Distinguishing faceted oxide nanocrystals with 17O solid-state NMR spectroscopy

Facet engineering of oxide nanocrystals represents a powerful method for generating diverse properties for practical and innovative applications. Therefore, it is crucial to determine the nature of the exposed facets of oxides in order to develop the facet/morphology–property relationships and rationally design nanostructures with desired properties. Despite the extensive applications of electron microscopy for visualizing the facet structure of nanocrystals, the volumes sampled by such techniques are very small and may not be representative of the whole sample. Here, we develop a convenient 17 O nuclear magnetic resonance (NMR) strategy to distinguish oxide nanocrystals exposing different facets. In combination with density functional theory calculations, we show that the oxygen ions on the exposed (001) and (101) facets of anatase titania nanocrystals have distinct 17 O NMR shifts, which are sensitive to surface reconstruction and the nature of the steps on the surface.

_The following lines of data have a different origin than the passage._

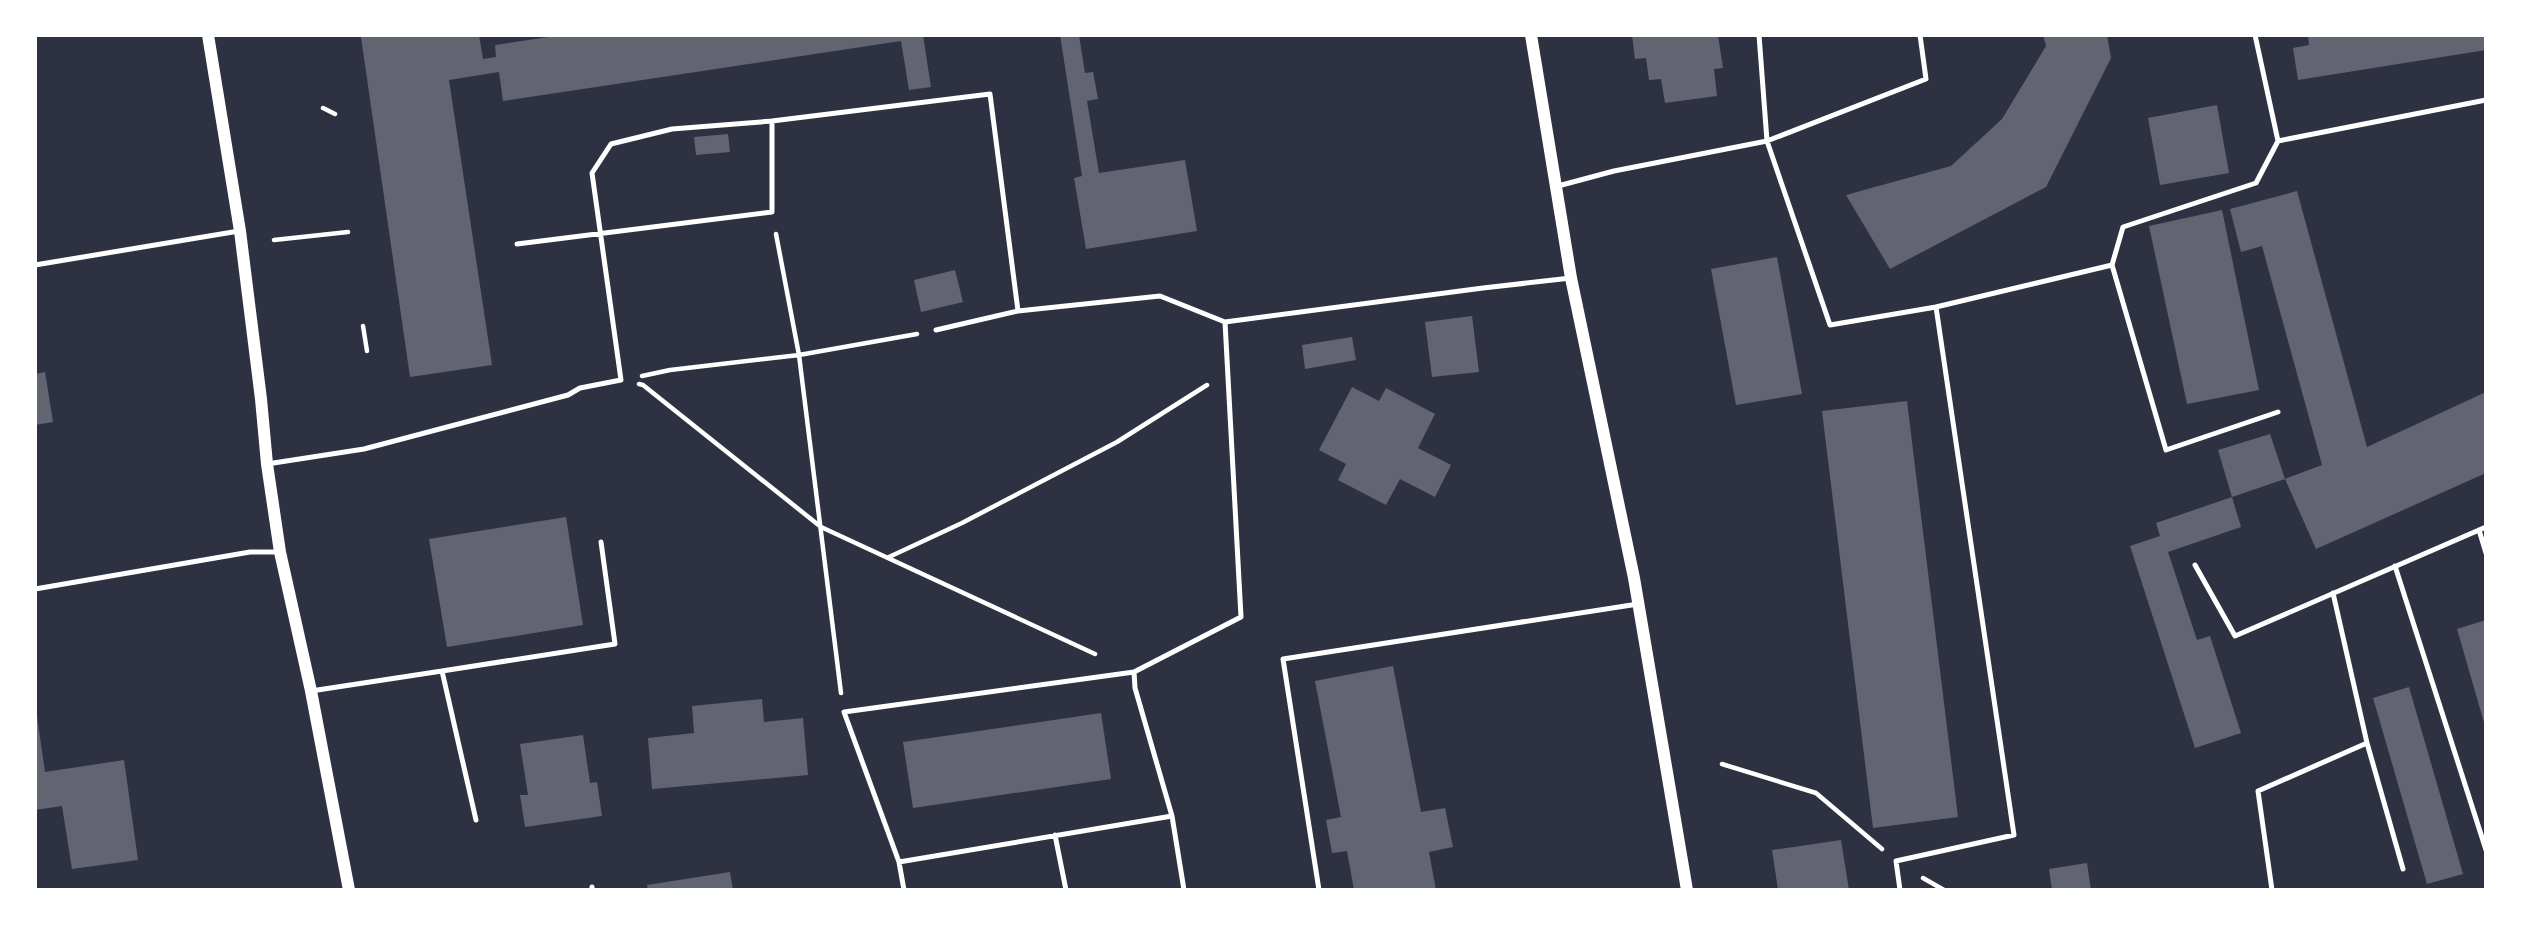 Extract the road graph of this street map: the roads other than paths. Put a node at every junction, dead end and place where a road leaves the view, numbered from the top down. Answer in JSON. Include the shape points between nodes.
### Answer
{"nodes":[{"id":1,"x":208,"y":35,"type":"edge"},
{"id":2,"x":1531,"y":35,"type":"edge"},
{"id":3,"x":1759,"y":35,"type":"edge"},
{"id":4,"x":1920,"y":35,"type":"edge"},
{"id":5,"x":2255,"y":35,"type":"edge"},
{"id":6,"x":2486,"y":100,"type":"edge"},
{"id":7,"x":772,"y":121,"type":"junction"},
{"id":8,"x":1767,"y":141,"type":"junction"},
{"id":9,"x":2278,"y":141,"type":"junction"},
{"id":10,"x":1555,"y":187,"type":"junction"},
{"id":11,"x":240,"y":231,"type":"junction"},
{"id":12,"x":600,"y":233,"type":"junction"},
{"id":13,"x":517,"y":244,"type":"dead end"},
{"id":14,"x":35,"y":265,"type":"edge"},
{"id":15,"x":2112,"y":265,"type":"junction"},
{"id":16,"x":1571,"y":278,"type":"junction"},
{"id":17,"x":1936,"y":307,"type":"junction"},
{"id":18,"x":1018,"y":311,"type":"junction"},
{"id":19,"x":1225,"y":322,"type":"junction"},
{"id":20,"x":936,"y":330,"type":"road end"},
{"id":21,"x":2278,"y":412,"type":"dead end"},
{"id":22,"x":267,"y":464,"type":"junction"},
{"id":23,"x":2486,"y":527,"type":"edge"},
{"id":24,"x":2479,"y":530,"type":"junction"},
{"id":25,"x":601,"y":542,"type":"dead end"},
{"id":26,"x":280,"y":552,"type":"junction"},
{"id":27,"x":2486,"y":552,"type":"edge"},
{"id":28,"x":2195,"y":565,"type":"dead end"},
{"id":29,"x":2395,"y":566,"type":"junction"},
{"id":30,"x":35,"y":589,"type":"edge"},
{"id":31,"x":2333,"y":593,"type":"junction"},
{"id":32,"x":1638,"y":604,"type":"junction"},
{"id":33,"x":442,"y":671,"type":"junction"},
{"id":34,"x":1134,"y":672,"type":"junction"},
{"id":35,"x":311,"y":691,"type":"junction"},
{"id":36,"x":2367,"y":743,"type":"junction"},
{"id":37,"x":1172,"y":816,"type":"junction"},
{"id":38,"x":476,"y":820,"type":"dead end"},
{"id":39,"x":1055,"y":835,"type":"junction"},
{"id":40,"x":2486,"y":850,"type":"edge"},
{"id":41,"x":899,"y":862,"type":"junction"},
{"id":42,"x":2403,"y":869,"type":"dead end"},
{"id":43,"x":349,"y":890,"type":"edge"},
{"id":44,"x":904,"y":890,"type":"edge"},
{"id":45,"x":1066,"y":890,"type":"edge"},
{"id":46,"x":1184,"y":890,"type":"edge"},
{"id":47,"x":1319,"y":890,"type":"edge"},
{"id":48,"x":1687,"y":890,"type":"edge"},
{"id":49,"x":1900,"y":890,"type":"edge"},
{"id":50,"x":2272,"y":890,"type":"edge"}],
"edges":[{"from":1,"to":11,"type":"street"},
{"from":2,"to":10,"type":"street"},
{"from":3,"to":8,"type":"lane"},
{"from":4,"to":8,"type":"lane","via":[[1926,79]]},
{"from":5,"to":9,"type":"lane"},
{"from":6,"to":9,"type":"lane"},
{"from":7,"to":12,"type":"lane","via":[[672,129],[611,144],[592,173]]},
{"from":7,"to":12,"type":"lane","via":[[772,212]]},
{"from":7,"to":18,"type":"lane","via":[[990,94]]},
{"from":8,"to":10,"type":"lane"},
{"from":8,"to":17,"type":"lane","via":[[1830,325]]},
{"from":9,"to":15,"type":"lane","via":[[2256,183],[2123,227]]},
{"from":10,"to":16,"type":"street"},
{"from":11,"to":14,"type":"lane"},
{"from":11,"to":22,"type":"street"},
{"from":12,"to":13,"type":"lane"},
{"from":12,"to":22,"type":"lane","via":[[621,380],[364,449]]},
{"from":15,"to":17,"type":"lane"},
{"from":15,"to":21,"type":"lane","via":[[2166,450]]},
{"from":16,"to":19,"type":"lane"},
{"from":16,"to":32,"type":"street"},
{"from":17,"to":49,"type":"lane","via":[[2014,835],[1896,861]]},
{"from":18,"to":19,"type":"lane","via":[[1160,296]]},
{"from":18,"to":20,"type":"lane"},
{"from":19,"to":34,"type":"lane","via":[[1241,617]]},
{"from":22,"to":26,"type":"street"},
{"from":23,"to":24,"type":"lane"},
{"from":24,"to":27,"type":"lane"},
{"from":24,"to":29,"type":"lane"},
{"from":25,"to":33,"type":"lane","via":[[615,644]]},
{"from":26,"to":30,"type":"lane","via":[[250,552]]},
{"from":26,"to":35,"type":"street"},
{"from":28,"to":31,"type":"lane","via":[[2235,636]]},
{"from":29,"to":31,"type":"lane"},
{"from":29,"to":40,"type":"lane"},
{"from":31,"to":36,"type":"lane"},
{"from":32,"to":47,"type":"lane","via":[[1283,659]]},
{"from":32,"to":48,"type":"street"},
{"from":33,"to":35,"type":"lane"},
{"from":33,"to":38,"type":"lane"},
{"from":34,"to":37,"type":"lane"},
{"from":34,"to":41,"type":"lane","via":[[844,712]]},
{"from":35,"to":43,"type":"street"},
{"from":36,"to":42,"type":"lane"},
{"from":36,"to":50,"type":"lane","via":[[2258,792]]},
{"from":37,"to":39,"type":"lane"},
{"from":37,"to":46,"type":"lane"},
{"from":39,"to":41,"type":"lane"},
{"from":39,"to":45,"type":"lane"},
{"from":41,"to":44,"type":"lane"}]}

The results presented here open up methods for characterizing faceted nanocrystalline oxides and related materials. The exposed facets of oxide nanocrystals are key to their properties. Here, the authors use 17 O solid-state NMR spectroscopy to discriminate between oxygen species on different facets of anatase titania nanocrystals, providing compelling evidence for the value of NMR spectroscopy in characterizing faceted oxides.